As I stand there listening to the ambient college-dorm sounds—students laughing, TVs playing, the faint hum of music—I have that sinking, panicky feeling I always got at work after I sent an email I had proofread only twice, wishing I could go back just two seconds and unsend it, clicking over to my outbox to reread it more carefully despite the fact that if I found something, it was far too late to fix it.

It’s too late to go back now.

Time stretches on, and I have a fleeting sense of hope. Maybe Ellie isn’t home. Maybe I get to have my brave stick-it-to-him moment without having to actually, well, stick it to him.

I hear shuffling inside. The murmur of voices.

The urge to flee overwhelms me, but before I can act on it, the door swings open.

Ellie frowns, adopting what I’m sure is supposed to be a casual stance. He glances back inside, then steps out into the hall and closes the door behind him.

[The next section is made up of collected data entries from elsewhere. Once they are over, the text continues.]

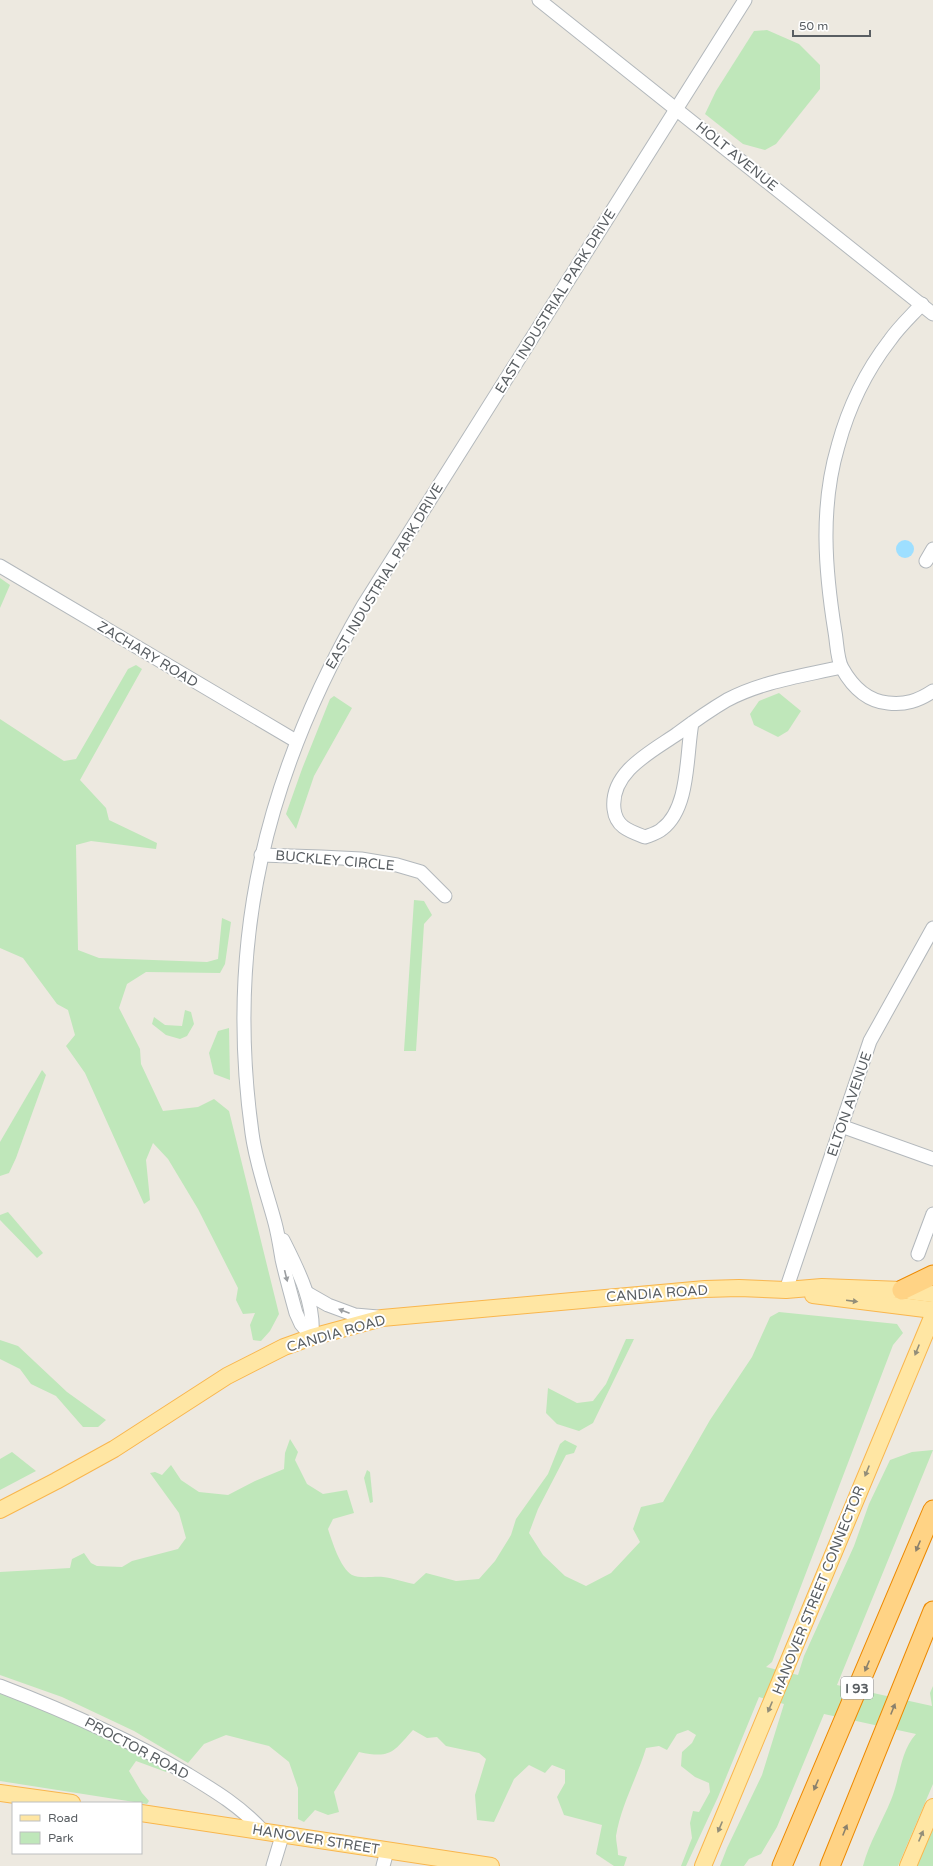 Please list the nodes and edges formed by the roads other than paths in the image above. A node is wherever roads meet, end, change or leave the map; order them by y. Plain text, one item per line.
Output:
1 (539, 0) edge
2 (745, 0) edge
3 (677, 108) junction
4 (922, 304) junction
5 (933, 314) edge
6 (933, 549) edge
7 (926, 561) dead end
8 (0, 566) edge
9 (841, 667) junction
10 (933, 691) edge
11 (692, 723) junction
12 (296, 741) junction
13 (262, 855) junction
14 (445, 896) dead end
15 (933, 928) edge
16 (842, 1126) junction
17 (933, 1159) edge
18 (933, 1214) edge
19 (276, 1224) junction
20 (918, 1254) dead end
21 (933, 1275) edge
22 (786, 1290) junction
23 (902, 1290) junction
24 (307, 1293) junction
25 (933, 1294) edge
26 (933, 1310) edge
27 (933, 1315) edge
28 (382, 1318) junction
29 (312, 1337) junction
30 (0, 1510) edge
31 (933, 1510) edge
32 (933, 1611) edge
33 (0, 1686) edge
34 (0, 1793) edge
35 (65, 1802) edge
36 (933, 1807) edge
37 (142, 1813) edge
38 (262, 1830) junction
39 (282, 1833) junction
40 (385, 1858) edge
41 (273, 1866) edge
42 (490, 1866) edge
43 (703, 1866) edge
44 (782, 1866) edge
45 (830, 1866) edge
46 (908, 1866) edge

1 - 3 street, HOLT AVENUE
2 - 3 street, EAST INDUSTRIAL PARK DRIVE
3 - 4 street, HOLT AVENUE
3 - 12 street, EAST INDUSTRIAL PARK DRIVE
4 - 5 street, HOLT AVENUE
4 - 9 street
6 - 7 street
8 - 12 street, ZACHARY ROAD
9 - 10 street
9 - 11 street
11 - 11 street
12 - 13 street, EAST INDUSTRIAL PARK DRIVE
13 - 14 street, BUCKLEY CIRCLE
13 - 19 street, EAST INDUSTRIAL PARK DRIVE
15 - 16 street, ELTON AVENUE
16 - 17 street
16 - 22 street, ELTON AVENUE
18 - 20 street
19 - 24 street, EAST INDUSTRIAL PARK DRIVE
19 -> 29 street, EAST INDUSTRIAL PARK DRIVE
21 - 23 highway
22 - 23 main road, CANDIA ROAD
22 -> 26 main road, CANDIA ROAD
22 - 28 main road, CANDIA ROAD
23 - 25 main road, CANDIA ROAD
28 -> 24 street
24 - 29 street, EAST INDUSTRIAL PARK DRIVE
27 -> 43 main road, HANOVER STREET CONNECTOR
28 - 29 main road, CANDIA ROAD
29 - 30 main road, CANDIA ROAD
31 -> 44 highway, I 93
45 -> 32 highway
33 - 38 street, PROCTOR ROAD
34 - 35 main road
46 -> 36 main road
37 - 38 main road, HANOVER STREET
38 - 39 main road, HANOVER STREET
39 - 40 main road, HANOVER STREET
39 - 41 street
40 - 42 main road, HANOVER STREET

“Joey,” he says, surprised. He stumbles on my name as if he’s nearly forgotten it.

As if he’s been thinking of me as fucking Garrett.

“What are you doing here?” he asks after a long pause.

I shove my phone in his face and demand, “What the hell is this?”

He squints at the screen. “That’s… is that my short story?”

“What the hell is this shit?”

“You came to my room because you didn’t like my story? I’m kind of busy—”

He tries to brush me off, but I don’t let him.

“This is me. This is us. You wrote about me—and then you sent it to our class?”

“Look, I’m sorry, Joey—”

Once again, he stumbles on my name. I want to laugh. I want to cry. I want to scream.

“But that’s just a story. It’s fiction. I don’t know why you think—”

Holy shit, he’s really going to play dumb here. He’s gaslighting me. A strong word, but that’s what it is. I feel sick all over again, because the Ellie I knew—the Ellie I left behind the night I died—would never have done that.

Would he?

“Oh, bullshit. Garrett is me. You even gave her a fucking boy’s name. The things she says—the way she looks. We’re identical.”

“She has brown skin and brown hair. You hardly have a monopoly on those features—”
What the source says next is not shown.